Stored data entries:
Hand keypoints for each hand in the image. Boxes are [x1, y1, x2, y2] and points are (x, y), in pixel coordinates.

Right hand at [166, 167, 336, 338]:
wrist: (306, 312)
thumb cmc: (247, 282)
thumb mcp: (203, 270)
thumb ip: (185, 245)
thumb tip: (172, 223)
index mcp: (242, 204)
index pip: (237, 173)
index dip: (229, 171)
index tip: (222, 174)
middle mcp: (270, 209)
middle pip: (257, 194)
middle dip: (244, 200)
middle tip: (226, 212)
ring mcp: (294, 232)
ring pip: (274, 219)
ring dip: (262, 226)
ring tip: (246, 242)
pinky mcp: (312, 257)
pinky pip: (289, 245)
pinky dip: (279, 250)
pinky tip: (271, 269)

■ WHAT THE TASK REQUIRES
Set down, exactly as they appear, the lines above from the first one to the line that holds "pinky dip: (279, 250)", both included, please, and no others.

■ TASK RESULT
Hand keypoints for each hand in the image. Boxes are [x1, y1, x2, y2] and points are (x, y), in pixel coordinates.

Right hand at [166, 167, 336, 338]:
wrist: (306, 312)
thumb cmc: (247, 282)
thumb mcp: (203, 270)
thumb ip: (185, 245)
thumb tip: (172, 223)
index mcp: (242, 204)
index pip: (237, 173)
index dip: (229, 171)
index tip: (222, 174)
middle mcp: (270, 209)
middle pip: (257, 194)
middle dip: (244, 200)
middle tip: (226, 212)
ring mcp: (294, 232)
ring pip: (274, 219)
ring dip: (262, 226)
ring tip: (246, 242)
pinky mcp: (312, 257)
pinky pip: (289, 245)
pinky dip: (279, 250)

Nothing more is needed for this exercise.